Each line of the data below that includes the string "Krzywa" must be copied.

(Stored data entries)
● ● ● ● ●

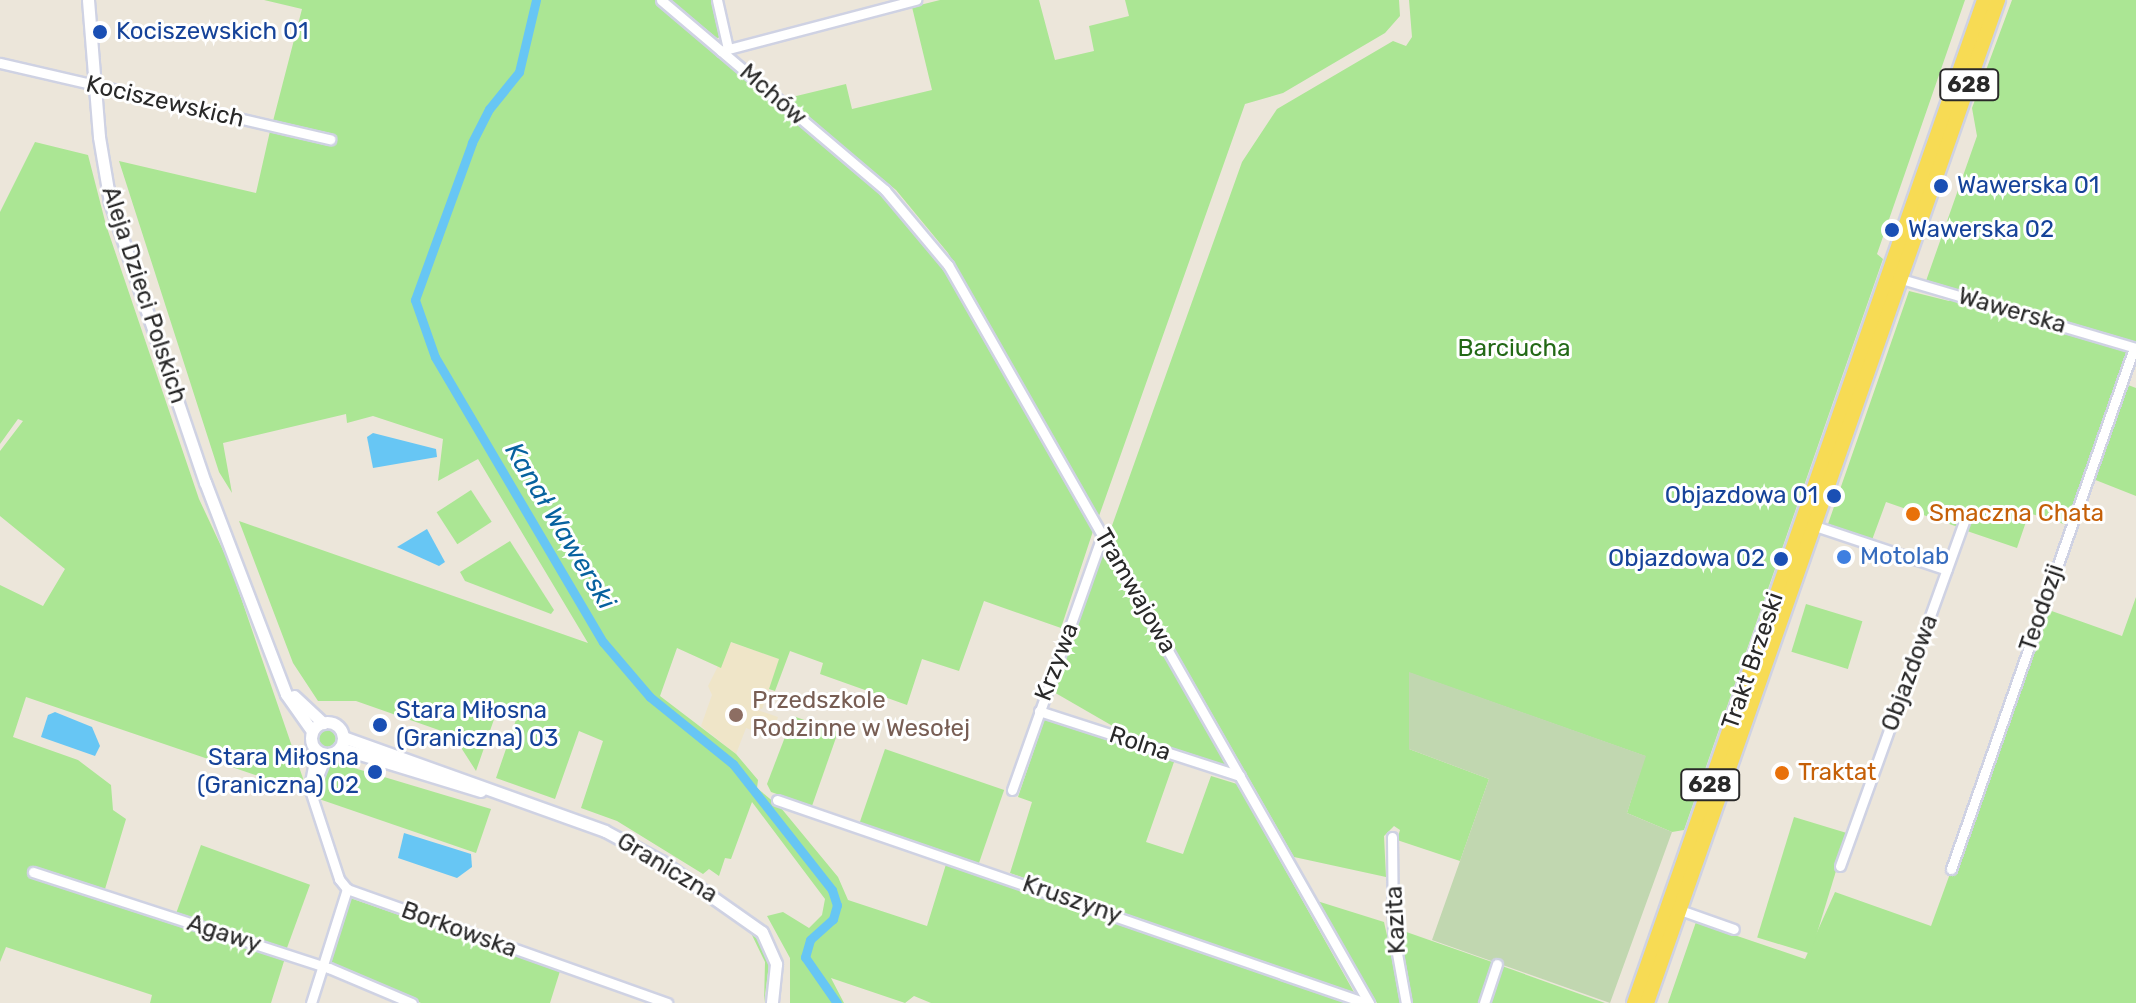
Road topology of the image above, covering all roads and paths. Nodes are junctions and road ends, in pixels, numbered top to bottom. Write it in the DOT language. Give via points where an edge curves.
graph roads {
  1 [pos="88,0"];
  2 [pos="661,0"];
  3 [pos="717,0"];
  4 [pos="916,0"];
  5 [pos="1984,0"];
  6 [pos="1998,0"];
  7 [pos="725,50"];
  8 [pos="0,63"];
  9 [pos="94,86"];
  10 [pos="330,139"];
  11 [pos="885,190"];
  12 [pos="1895,277"];
  13 [pos="2135,348"];
  14 [pos="1965,519"];
  15 [pos="1808,524"];
  16 [pos="1103,533"];
  17 [pos="1947,570"];
  18 [pos="282,678"];
  19 [pos="1039,711"];
  20 [pos="323,723"];
  21 [pos="312,731"];
  22 [pos="341,743"];
  23 [pos="322,752"];
  24 [pos="1240,776"];
  25 [pos="1012,790"];
  26 [pos="777,800"];
  27 [pos="1392,837"];
  28 [pos="1840,866"];
  29 [pos="1951,869"];
  30 [pos="33,872"];
  31 [pos="347,889"];
  32 [pos="1680,910"];
  33 [pos="1734,929"];
  34 [pos="1497,964"];
  35 [pos="323,966"];
  36 [pos="311,1003"];
  37 [pos="412,1003"];
  38 [pos="667,1003"];
  39 [pos="772,1003"];
  40 [pos="1368,1003"];
  41 [pos="1406,1003"];
  42 [pos="1484,1003"];
  43 [pos="1634,1003"];
  44 [pos="1647,1003"];
  1 -- 9 [label="street, Aleja Dzieci Polskich"];
  2 -- 7 [label="street, Mchów"];
  3 -- 7 [label="street"];
  4 -- 7 [label="street"];
  5 -- 12 [label="main road, 628"];
  6 -- 12 [label="main road, 628"];
  7 -- 11 [label="street, Mchów"];
  8 -- 9 [label="street, Kociszewskich"];
  9 -- 10 [label="street, Kociszewskich"];
  9 -- 18 [label="street, Aleja Dzieci Polskich" via="110,202"];
  11 -- 16 [label="street, Tramwajowa" via="948,265"];
  12 -- 13 [label="street, Wawerska"];
  12 -- 15 [label="main road, Trakt Brzeski / 628"];
  13 -- 29 [label="street, Teodozji"];
  14 -- 17 [label="street, Objazdowa"];
  15 -- 17 [label="street"];
  15 -- 32 [label="main road, Trakt Brzeski / 628"];
  15 -- 43 [label="main road, Trakt Brzeski / 628"];
  16 -- 19 [label="street, Krzywa"];
  16 -- 24 [label="street, Tramwajowa"];
  17 -- 28 [label="street, Objazdowa"];
  18 -- 20 [label="street"];
  18 -- 21 [label="street" via="290,702"];
  19 -- 24 [label="street, Rolna"];
  19 -- 25 [label="street, Krzywa"];
  20 -- 21 [label="street"];
  20 -- 22 [label="street, Graniczna" via="336,725"];
  21 -- 23 [label="street"];
  22 -- 23 [label="street"];
  22 -- 39 [label="street, Graniczna" via="623,840 746,915 762,932 774,956"];
  23 -- 31 [label="street" via="309,777 312,794 339,879"];
  24 -- 40 [label="street, Tramwajowa"];
  26 -- 40 [label="street, Kruszyny"];
  27 -- 41 [label="street, Kazita" via="1393,931"];
  30 -- 35 [label="street, Agawy"];
  31 -- 35 [label="street"];
  31 -- 38 [label="street, Borkowska"];
  32 -- 33 [label="street"];
  32 -- 44 [label="main road, Trakt Brzeski / 628"];
  34 -- 42 [label="street"];
  35 -- 36 [label="street"];
  35 -- 37 [label="street, Agawy"];
}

● ● ● ● ●

Task response -
  16 -- 19 [label="street, Krzywa"];
  19 -- 25 [label="street, Krzywa"];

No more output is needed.